Paul Pogba ha richiesto di effettuare un secondo controllo antidoping sul campione di urine prelevatogli lo scorso 20 agosto dopo la gara fra Juventus e Udinese. Secondo quanto riportato da “Tuttosport”, il calciatore francese aveva tempo fino alla mezzanotte odierna per presentare richiedere le controanalisi, richiesta effettuata per tempo.
La data designata per i nuovi controlli è quella del 20 settembre, successivamente si saprà se i primi dati raccolti verranno confermati o smentiti. Stando alla casistica, un ribaltamento dell’esito iniziale avviene molto raramente.
Possibile patteggiamento
La situazione sembra volgere verso la conferma. I rischi sono ben noti: la pena massima è di 4 anni, per il 30enne Pogba sarebbe una condanna alla fine della carriera, quantomeno a quella ad alti livelli. Discorso abbastanza simile se Pogba dovesse optare per la “tempestiva ammissione” e “accettazione della sanzione”: vedrebbe la pena ridotta a 3 anni, sempre troppi considerando anche la passata stagione, praticamente passata più in infermeria che in campo. Se venisse confermata la non volontarietà dell’assunzione, si partirebbe da 2 anni di squalifica.
Secondo “La Gazzetta dello Sport”, la strada del patteggiamento appare quella migliore per la carriera del calciatore. “In tale istanza devono essere indicati espressamente, in maniera accurata e veritiera – si legge nelle Norme Sportive Antidoping – gli elementi di fatto alla base della violazione, non limitandosi a una mera ammissione di responsabilità“.

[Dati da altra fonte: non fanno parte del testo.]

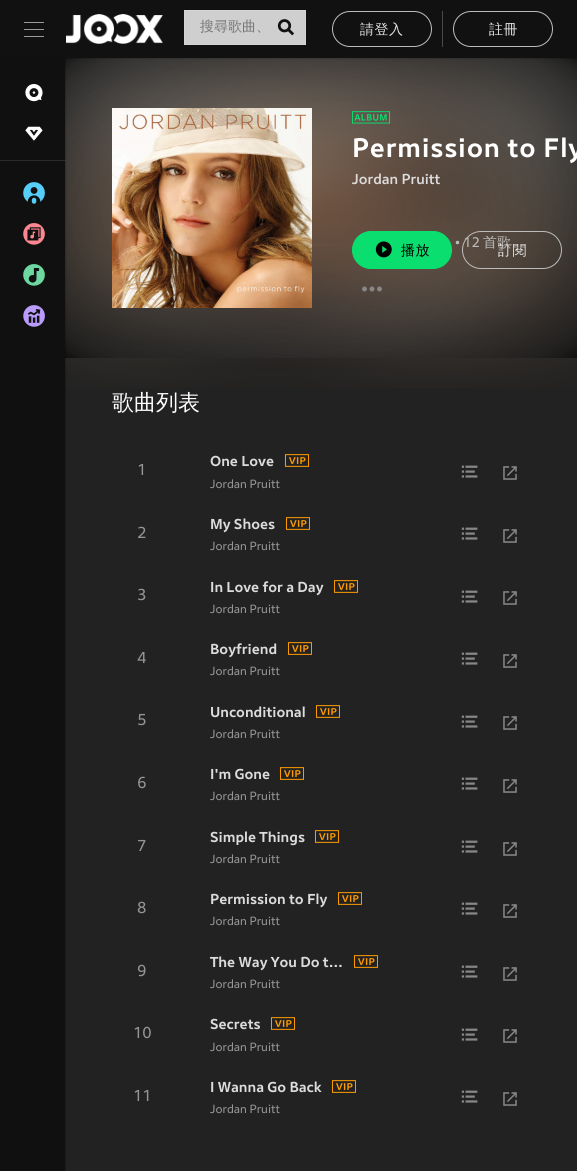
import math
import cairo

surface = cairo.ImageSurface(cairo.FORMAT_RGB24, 577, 1171)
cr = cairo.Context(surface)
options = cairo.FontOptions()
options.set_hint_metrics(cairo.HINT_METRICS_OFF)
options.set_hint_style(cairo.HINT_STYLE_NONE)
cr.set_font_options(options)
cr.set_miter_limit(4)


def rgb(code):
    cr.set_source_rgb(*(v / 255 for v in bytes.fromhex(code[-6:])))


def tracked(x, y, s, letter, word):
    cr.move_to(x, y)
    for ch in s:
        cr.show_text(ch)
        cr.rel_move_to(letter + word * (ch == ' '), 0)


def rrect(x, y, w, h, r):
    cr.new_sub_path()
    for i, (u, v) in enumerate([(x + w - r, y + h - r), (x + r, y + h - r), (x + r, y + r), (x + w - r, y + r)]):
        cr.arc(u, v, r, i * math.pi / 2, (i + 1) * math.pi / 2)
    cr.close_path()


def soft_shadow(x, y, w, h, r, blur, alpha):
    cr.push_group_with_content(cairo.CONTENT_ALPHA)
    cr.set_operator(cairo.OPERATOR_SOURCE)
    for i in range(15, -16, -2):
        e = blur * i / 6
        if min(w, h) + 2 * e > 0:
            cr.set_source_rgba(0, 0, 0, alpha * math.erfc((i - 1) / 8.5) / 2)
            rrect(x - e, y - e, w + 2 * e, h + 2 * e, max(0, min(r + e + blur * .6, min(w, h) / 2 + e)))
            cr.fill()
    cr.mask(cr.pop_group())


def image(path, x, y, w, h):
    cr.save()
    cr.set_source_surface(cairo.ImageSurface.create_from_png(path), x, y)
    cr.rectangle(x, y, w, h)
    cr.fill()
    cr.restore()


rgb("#222222")
cr.paint()
image("img/9.png", 65, 58, 512, 330)
rgb("#000000")
soft_shadow(0, 1, 577, 58, 0, 0.5, 0.2)
for x, y, w, h, color in [
    (0, 0, 577, 58, "#111111"),
    (24, 22, 20, 1, "#9b9b9b"),
    (24, 29, 20, 1, "#9b9b9b"),
    (24, 36, 20, 1, "#9b9b9b"),
]:
    rgb(color)
    cr.rectangle(x, y, w, h)
    cr.fill()
image("img/1.png", 66, 14, 97, 30)
rgb("#cfcfcf")
cr.rectangle(184.5, 10.5, 121, 34)
cr.fill_preserve()
rgb("#d4d4d4")
cr.set_line_width(1)
cr.stroke()
image("img/2.png", 277, 19, 17, 17)
rrect(332.5, 11.5, 99, 35, 17.5)
rgb("#bcbcbc")
cr.stroke()
rgb("#4a4a4a")
cr.rectangle(442, 11, 1, 36)
cr.fill()
rrect(453.5, 11.5, 99, 35, 17.5)
rgb("#bcbcbc")
cr.stroke()
gradient = cairo.RadialGradient(0, 0, 0, 0, 0, 1)
gradient.set_matrix(cairo.Matrix(1 / 362, 0, 0, 1 / 212, -1 * 321 / 362, -1 * 208 / 212))
gradient.add_color_stop_rgba(0, 0.6, 0.6, 0.6, 0.11)
gradient.add_color_stop_rgba(0.01, 0.6, 0.6, 0.6, 0.11)
gradient.add_color_stop_rgba(0.76, 0.169, 0.169, 0.169, 0.48)
gradient.add_color_stop_rgba(0.91, 0.11, 0.11, 0.11, 0.56)
gradient.add_color_stop_rgba(0.96, 0.067, 0.067, 0.067, 0.58)
gradient.add_color_stop_rgba(1, 0, 0, 0, 0.6)
cr.set_source(gradient)
cr.rectangle(65, 58, 512, 300)
cr.fill()
rgb("#000000")
soft_shadow(1, 58, 65, 1113, 0, 0.5, 0.2)
rgb("#101010")
cr.rectangle(0, 58, 65, 1113)
cr.fill()
rgb("#2b2b2b")
cr.rectangle(0, 160, 65, 1)
cr.fill()
image("img/3.png", 25, 84, 18, 18)
image("img/4.png", 25, 126, 18, 15)
image("img/5.png", 23, 182, 22, 22)
image("img/6.png", 23, 223, 22, 22)
image("img/7.png", 23, 264, 22, 22)
image("img/8.png", 23, 305, 22, 22)
image("img/10.png", 112, 108, 200, 200)
image("img/11.png", 352, 111, 38, 13)
rgb("#09de6e")
rrect(352.5, 231.5, 99, 37, 18.5)
cr.fill_preserve()
cr.stroke()
image("img/12.png", 375, 241, 17, 17)
rrect(462.5, 231.5, 99, 37, 18.5)
rgb("#bcbcbc")
cr.stroke()
image("img/13.png", 362, 286, 20, 6)
image("img/14.png", 284, 454, 25, 13)
image("img/15.png", 461, 465, 17, 13)
image("img/16.png", 503, 466, 14, 14)
image("img/14.png", 285, 517, 25, 13)
image("img/15.png", 461, 527, 17, 13)
image("img/16.png", 503, 529, 14, 14)
image("img/14.png", 333, 580, 25, 13)
image("img/15.png", 461, 590, 17, 13)
image("img/16.png", 503, 591, 14, 14)
image("img/14.png", 287, 642, 25, 13)
image("img/15.png", 461, 652, 17, 13)
image("img/16.png", 503, 654, 14, 14)
image("img/14.png", 315, 705, 25, 13)
image("img/15.png", 461, 715, 17, 13)
image("img/16.png", 503, 716, 14, 14)
image("img/14.png", 279, 767, 25, 13)
image("img/15.png", 461, 777, 17, 13)
image("img/16.png", 503, 779, 14, 14)
image("img/14.png", 314, 830, 25, 13)
image("img/15.png", 461, 840, 17, 13)
image("img/16.png", 503, 842, 14, 14)
image("img/14.png", 337, 892, 25, 13)
image("img/15.png", 461, 902, 17, 13)
image("img/16.png", 503, 904, 14, 14)
image("img/14.png", 353, 955, 25, 13)
image("img/15.png", 461, 965, 17, 13)
image("img/16.png", 503, 967, 14, 14)
image("img/14.png", 270, 1017, 25, 13)
image("img/15.png", 461, 1028, 17, 13)
image("img/16.png", 503, 1029, 14, 14)
image("img/14.png", 331, 1080, 25, 13)
image("img/15.png", 461, 1090, 17, 13)
image("img/16.png", 503, 1092, 14, 14)
cr.select_font_face("WenQuanYi Zen Hei Medium")
cr.set_font_size(14)
rgb("#757575")
cr.move_to(200, 31)
cr.show_text("搜尋歌曲、")
rgb("#e5e5e5")
tracked(360, 34, "請登入", 0.5, 0)
tracked(489, 34, "註冊", 0.5, 0)
cr.select_font_face("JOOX", cairo.FONT_SLANT_NORMAL, cairo.FONT_WEIGHT_BOLD)
cr.set_font_size(26)
rgb("#ffffff")
tracked(352, 157, "Permission to Fly", 0.8, 0)
cr.select_font_face("JOOX Medium")
cr.set_font_size(14)
rgb("#dcdcdc")
cr.move_to(352, 184)
cr.show_text("Jordan Pruitt")
cr.select_font_face("JOOX")
rgb("#bcbcbc")
cr.move_to(455, 247)
cr.show_text("• 12")
cr.select_font_face("WenQuanYi Zen Hei Medium")
cr.move_to(483, 247)
cr.show_text("首歌")
rgb("#000000")
tracked(401, 255, "播放", 0.5, 0)
rgb("#e5e5e5")
tracked(498, 255, "訂閱", 0.5, 0)
cr.set_font_size(22)
rgb("#ffffff")
cr.move_to(112, 410)
cr.show_text("歌曲列表")
cr.select_font_face("JOOX")
cr.set_font_size(16)
rgb("#959595")
cr.move_to(137, 475)
cr.show_text("1")
cr.select_font_face("JOOX", cairo.FONT_SLANT_NORMAL, cairo.FONT_WEIGHT_BOLD)
cr.set_font_size(14)
rgb("#dcdcdc")
cr.move_to(210, 466)
cr.show_text("One Love")
cr.select_font_face("JOOX")
cr.set_font_size(11.5)
rgb("#959595")
cr.move_to(210, 488)
cr.show_text("Jordan Pruitt")
cr.set_font_size(16)
cr.move_to(137, 538)
cr.show_text("2")
cr.select_font_face("JOOX", cairo.FONT_SLANT_NORMAL, cairo.FONT_WEIGHT_BOLD)
cr.set_font_size(14)
rgb("#dcdcdc")
cr.move_to(210, 529)
cr.show_text("My Shoes")
cr.select_font_face("JOOX")
cr.set_font_size(11.5)
rgb("#959595")
cr.move_to(210, 550)
cr.show_text("Jordan Pruitt")
cr.set_font_size(16)
cr.move_to(137, 600)
cr.show_text("3")
cr.select_font_face("JOOX", cairo.FONT_SLANT_NORMAL, cairo.FONT_WEIGHT_BOLD)
cr.set_font_size(14)
rgb("#dcdcdc")
cr.move_to(210, 592)
cr.show_text("In Love for a Day")
cr.select_font_face("JOOX")
cr.set_font_size(11.5)
rgb("#959595")
cr.move_to(210, 613)
cr.show_text("Jordan Pruitt")
cr.set_font_size(16)
cr.move_to(137, 663)
cr.show_text("4")
cr.select_font_face("JOOX", cairo.FONT_SLANT_NORMAL, cairo.FONT_WEIGHT_BOLD)
cr.set_font_size(14)
rgb("#dcdcdc")
cr.move_to(210, 654)
cr.show_text("Boyfriend")
cr.select_font_face("JOOX")
cr.set_font_size(11.5)
rgb("#959595")
cr.move_to(210, 675)
cr.show_text("Jordan Pruitt")
cr.set_font_size(16)
cr.move_to(137, 725)
cr.show_text("5")
cr.select_font_face("JOOX", cairo.FONT_SLANT_NORMAL, cairo.FONT_WEIGHT_BOLD)
cr.set_font_size(14)
rgb("#dcdcdc")
cr.move_to(210, 717)
cr.show_text("Unconditional")
cr.select_font_face("JOOX")
cr.set_font_size(11.5)
rgb("#959595")
cr.move_to(210, 738)
cr.show_text("Jordan Pruitt")
cr.set_font_size(16)
cr.move_to(137, 788)
cr.show_text("6")
cr.select_font_face("JOOX", cairo.FONT_SLANT_NORMAL, cairo.FONT_WEIGHT_BOLD)
cr.set_font_size(14)
rgb("#dcdcdc")
cr.move_to(210, 779)
cr.show_text("I'm Gone")
cr.select_font_face("JOOX")
cr.set_font_size(11.5)
rgb("#959595")
cr.move_to(210, 800)
cr.show_text("Jordan Pruitt")
cr.set_font_size(16)
cr.move_to(137, 851)
cr.show_text("7")
cr.select_font_face("JOOX", cairo.FONT_SLANT_NORMAL, cairo.FONT_WEIGHT_BOLD)
cr.set_font_size(14)
rgb("#dcdcdc")
cr.move_to(210, 842)
cr.show_text("Simple Things")
cr.select_font_face("JOOX")
cr.set_font_size(11.5)
rgb("#959595")
cr.move_to(210, 863)
cr.show_text("Jordan Pruitt")
cr.set_font_size(16)
cr.move_to(137, 913)
cr.show_text("8")
cr.select_font_face("JOOX", cairo.FONT_SLANT_NORMAL, cairo.FONT_WEIGHT_BOLD)
cr.set_font_size(14)
rgb("#dcdcdc")
cr.move_to(210, 904)
cr.show_text("Permission to Fly")
cr.select_font_face("JOOX")
cr.set_font_size(11.5)
rgb("#959595")
cr.move_to(210, 925)
cr.show_text("Jordan Pruitt")
cr.set_font_size(16)
cr.move_to(137, 976)
cr.show_text("9")
cr.select_font_face("JOOX", cairo.FONT_SLANT_NORMAL, cairo.FONT_WEIGHT_BOLD)
cr.set_font_size(14)
rgb("#dcdcdc")
cr.move_to(210, 967)
cr.show_text("The Way You Do t…")
cr.select_font_face("JOOX")
cr.set_font_size(11.5)
rgb("#959595")
cr.move_to(210, 988)
cr.show_text("Jordan Pruitt")
cr.set_font_size(16)
cr.move_to(133, 1038)
cr.show_text("10")
cr.select_font_face("JOOX", cairo.FONT_SLANT_NORMAL, cairo.FONT_WEIGHT_BOLD)
cr.set_font_size(14)
rgb("#dcdcdc")
cr.move_to(210, 1029)
cr.show_text("Secrets")
cr.select_font_face("JOOX")
cr.set_font_size(11.5)
rgb("#959595")
cr.move_to(210, 1051)
cr.show_text("Jordan Pruitt")
cr.set_font_size(16)
cr.move_to(133, 1101)
cr.show_text("11")
cr.select_font_face("JOOX", cairo.FONT_SLANT_NORMAL, cairo.FONT_WEIGHT_BOLD)
cr.set_font_size(14)
rgb("#dcdcdc")
cr.move_to(210, 1092)
cr.show_text("I Wanna Go Back")
cr.select_font_face("JOOX")
cr.set_font_size(11.5)
rgb("#959595")
cr.move_to(210, 1113)
cr.show_text("Jordan Pruitt")
surface.write_to_png("page.png")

A quel punto entrerebbero in gioco procura nazionale antidoping e Wada Lo sconto di pena non può essere superiore al 50% della squalifica formulata dalla procura antidoping. Se si dovesse partire dunque da 2 anni, il dimezzamento porterebbe a un solo anno di squalifica. Pogba dovrà però convincere il procuratore antidoping Pierfilippo Laviani della “non intenzionalità“.